▶ _ACTIVITY_:
Could you set down all of the data again, exactly as it stands?

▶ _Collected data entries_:
──────────

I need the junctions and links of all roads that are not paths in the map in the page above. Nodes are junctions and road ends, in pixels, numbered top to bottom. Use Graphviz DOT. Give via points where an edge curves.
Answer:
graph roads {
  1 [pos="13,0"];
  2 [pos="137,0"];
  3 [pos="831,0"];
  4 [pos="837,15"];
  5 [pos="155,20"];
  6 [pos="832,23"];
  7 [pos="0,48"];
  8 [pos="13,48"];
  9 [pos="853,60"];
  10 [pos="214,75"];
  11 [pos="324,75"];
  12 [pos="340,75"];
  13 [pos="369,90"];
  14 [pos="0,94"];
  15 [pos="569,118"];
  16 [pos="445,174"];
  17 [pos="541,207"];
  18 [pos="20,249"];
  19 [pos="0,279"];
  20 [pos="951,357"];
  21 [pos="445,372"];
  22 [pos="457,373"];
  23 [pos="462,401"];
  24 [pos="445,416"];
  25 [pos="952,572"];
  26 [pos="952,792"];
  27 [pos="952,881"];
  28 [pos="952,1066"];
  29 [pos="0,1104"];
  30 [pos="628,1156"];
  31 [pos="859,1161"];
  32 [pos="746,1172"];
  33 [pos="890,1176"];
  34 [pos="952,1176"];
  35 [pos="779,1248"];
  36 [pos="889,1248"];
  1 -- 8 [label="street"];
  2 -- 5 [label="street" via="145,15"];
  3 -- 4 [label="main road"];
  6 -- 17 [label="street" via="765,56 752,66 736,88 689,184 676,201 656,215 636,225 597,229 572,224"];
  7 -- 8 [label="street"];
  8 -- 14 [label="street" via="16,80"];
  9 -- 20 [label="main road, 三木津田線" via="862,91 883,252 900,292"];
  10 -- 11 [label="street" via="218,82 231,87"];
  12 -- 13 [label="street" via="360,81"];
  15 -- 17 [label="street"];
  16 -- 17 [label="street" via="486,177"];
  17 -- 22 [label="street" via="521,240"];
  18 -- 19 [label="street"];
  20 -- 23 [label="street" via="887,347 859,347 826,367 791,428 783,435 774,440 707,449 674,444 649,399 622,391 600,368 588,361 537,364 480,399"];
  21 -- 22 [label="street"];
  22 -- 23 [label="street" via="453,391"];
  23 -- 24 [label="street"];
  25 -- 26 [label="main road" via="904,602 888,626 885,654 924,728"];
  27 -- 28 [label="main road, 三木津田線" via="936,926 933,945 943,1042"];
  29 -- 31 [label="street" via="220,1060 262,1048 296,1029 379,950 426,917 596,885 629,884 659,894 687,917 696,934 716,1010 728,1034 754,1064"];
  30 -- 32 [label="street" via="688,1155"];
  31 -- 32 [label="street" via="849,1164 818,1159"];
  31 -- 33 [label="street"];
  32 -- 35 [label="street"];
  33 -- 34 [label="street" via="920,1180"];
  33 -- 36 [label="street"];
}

──────────

▶ _FINAL ANSWER_:
I need the junctions and links of all roads that are not paths in the map in the page above. Nodes are junctions and road ends, in pixels, numbered top to bottom. Use Graphviz DOT. Give via points where an edge curves.
Answer:
graph roads {
  1 [pos="13,0"];
  2 [pos="137,0"];
  3 [pos="831,0"];
  4 [pos="837,15"];
  5 [pos="155,20"];
  6 [pos="832,23"];
  7 [pos="0,48"];
  8 [pos="13,48"];
  9 [pos="853,60"];
  10 [pos="214,75"];
  11 [pos="324,75"];
  12 [pos="340,75"];
  13 [pos="369,90"];
  14 [pos="0,94"];
  15 [pos="569,118"];
  16 [pos="445,174"];
  17 [pos="541,207"];
  18 [pos="20,249"];
  19 [pos="0,279"];
  20 [pos="951,357"];
  21 [pos="445,372"];
  22 [pos="457,373"];
  23 [pos="462,401"];
  24 [pos="445,416"];
  25 [pos="952,572"];
  26 [pos="952,792"];
  27 [pos="952,881"];
  28 [pos="952,1066"];
  29 [pos="0,1104"];
  30 [pos="628,1156"];
  31 [pos="859,1161"];
  32 [pos="746,1172"];
  33 [pos="890,1176"];
  34 [pos="952,1176"];
  35 [pos="779,1248"];
  36 [pos="889,1248"];
  1 -- 8 [label="street"];
  2 -- 5 [label="street" via="145,15"];
  3 -- 4 [label="main road"];
  6 -- 17 [label="street" via="765,56 752,66 736,88 689,184 676,201 656,215 636,225 597,229 572,224"];
  7 -- 8 [label="street"];
  8 -- 14 [label="street" via="16,80"];
  9 -- 20 [label="main road, 三木津田線" via="862,91 883,252 900,292"];
  10 -- 11 [label="street" via="218,82 231,87"];
  12 -- 13 [label="street" via="360,81"];
  15 -- 17 [label="street"];
  16 -- 17 [label="street" via="486,177"];
  17 -- 22 [label="street" via="521,240"];
  18 -- 19 [label="street"];
  20 -- 23 [label="street" via="887,347 859,347 826,367 791,428 783,435 774,440 707,449 674,444 649,399 622,391 600,368 588,361 537,364 480,399"];
  21 -- 22 [label="street"];
  22 -- 23 [label="street" via="453,391"];
  23 -- 24 [label="street"];
  25 -- 26 [label="main road" via="904,602 888,626 885,654 924,728"];
  27 -- 28 [label="main road, 三木津田線" via="936,926 933,945 943,1042"];
  29 -- 31 [label="street" via="220,1060 262,1048 296,1029 379,950 426,917 596,885 629,884 659,894 687,917 696,934 716,1010 728,1034 754,1064"];
  30 -- 32 [label="street" via="688,1155"];
  31 -- 32 [label="street" via="849,1164 818,1159"];
  31 -- 33 [label="street"];
  32 -- 35 [label="street"];
  33 -- 34 [label="street" via="920,1180"];
  33 -- 36 [label="street"];
}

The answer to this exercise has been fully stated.